Although the P-I has long used the "seattlepi.com" brand, traffic to the site was redirected in the past to the domain "seattlepi.nwsource.com," a reference to the NWSource online property that bridged Seattle's daily newspapers.
Starting Sunday night, the P-I's site temporarily redirected visitors to the emergency domain "disaster.nwsource.seattlepi.com," a stripped-down page used when the site is experiencing technical difficulties. When the full site came back online, it was using the pure "seattlepi.com" domain. The redirection now works in the reverse, with traffic to seattlepi.nwsource.com going to seattlepi.com.

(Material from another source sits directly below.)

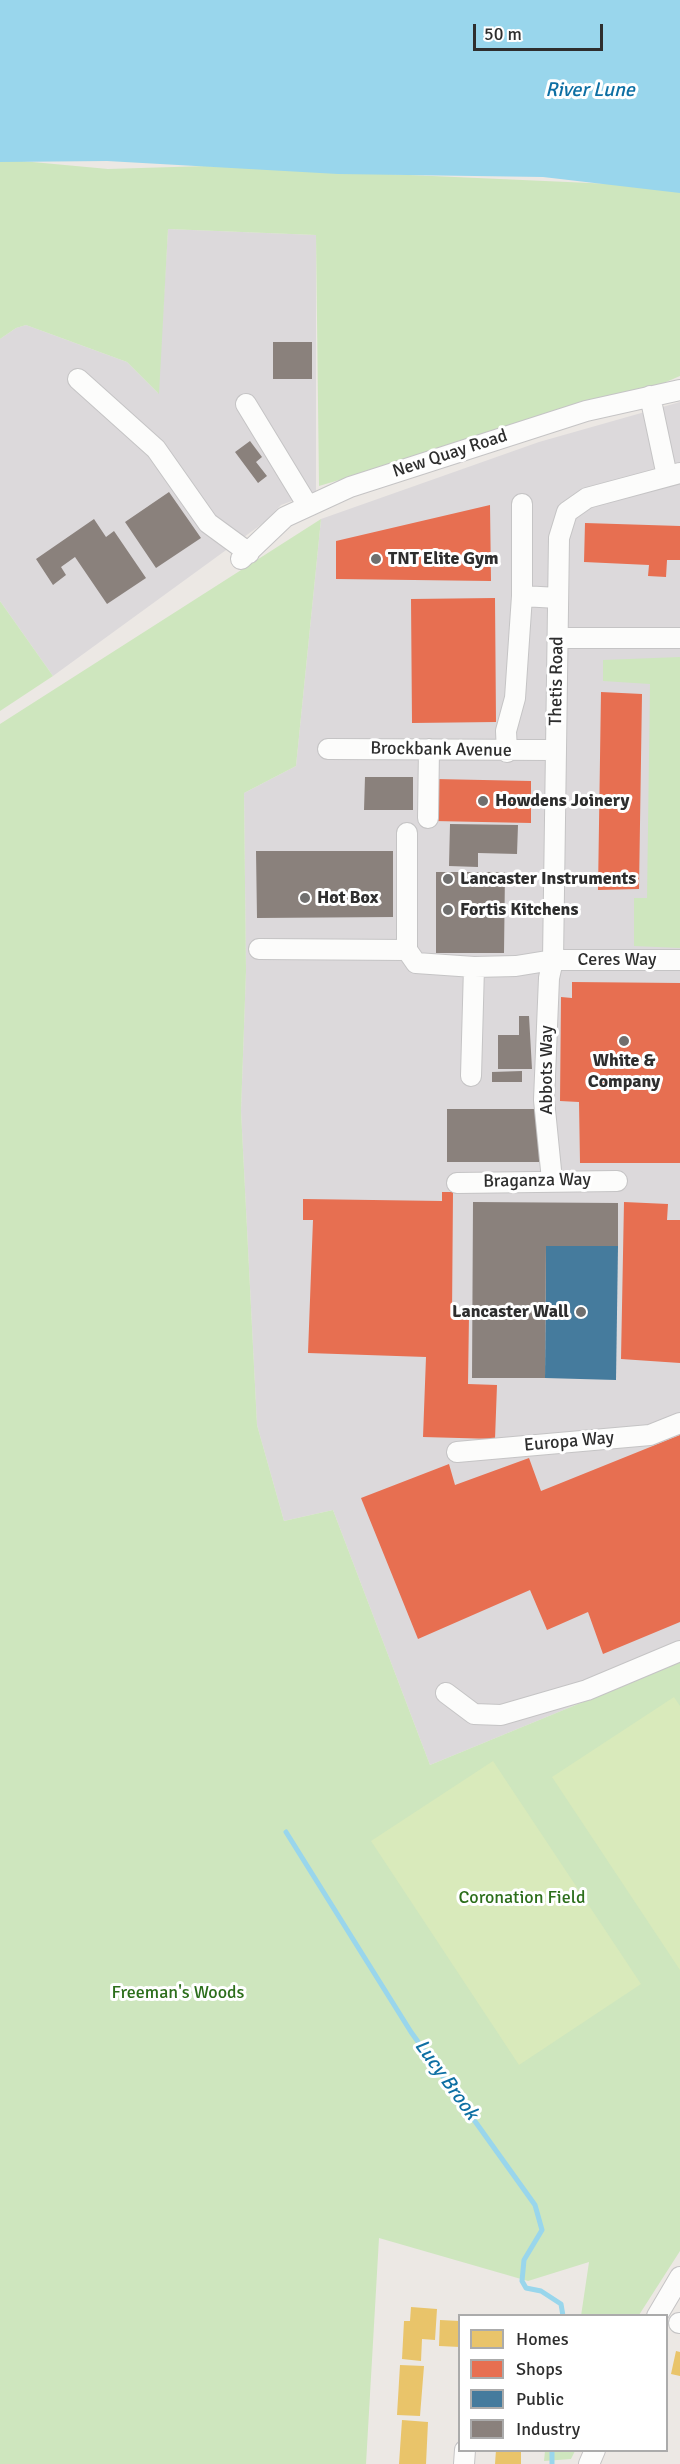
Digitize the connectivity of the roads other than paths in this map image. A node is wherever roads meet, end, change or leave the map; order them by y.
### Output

The domain for P-I staff and reader blogs also shifted away from nwsource.com. However, NWSource appears to still be serving ads on seattlepi.com, and the P-I site still contains links to nwsource.com.
Hearst Corp., the P-I's owner, put the paper up for sale in January and announced that it would close the P-I or take it purely online if it couldn't find a buyer. The company recently made offers to some existing staffers to work for an online-only P-I. Hearst is expected to announce its plans for the paper this week. Most of the paper's employees are expected to lose their jobs.
The separately owned Seattle Times and Seattle P-I have operated since 1983 under a joint operating agreement -- with the Seattle Times Co. handling advertising, circulation and other business functions for both newspapers, even as they maintained competing newsrooms.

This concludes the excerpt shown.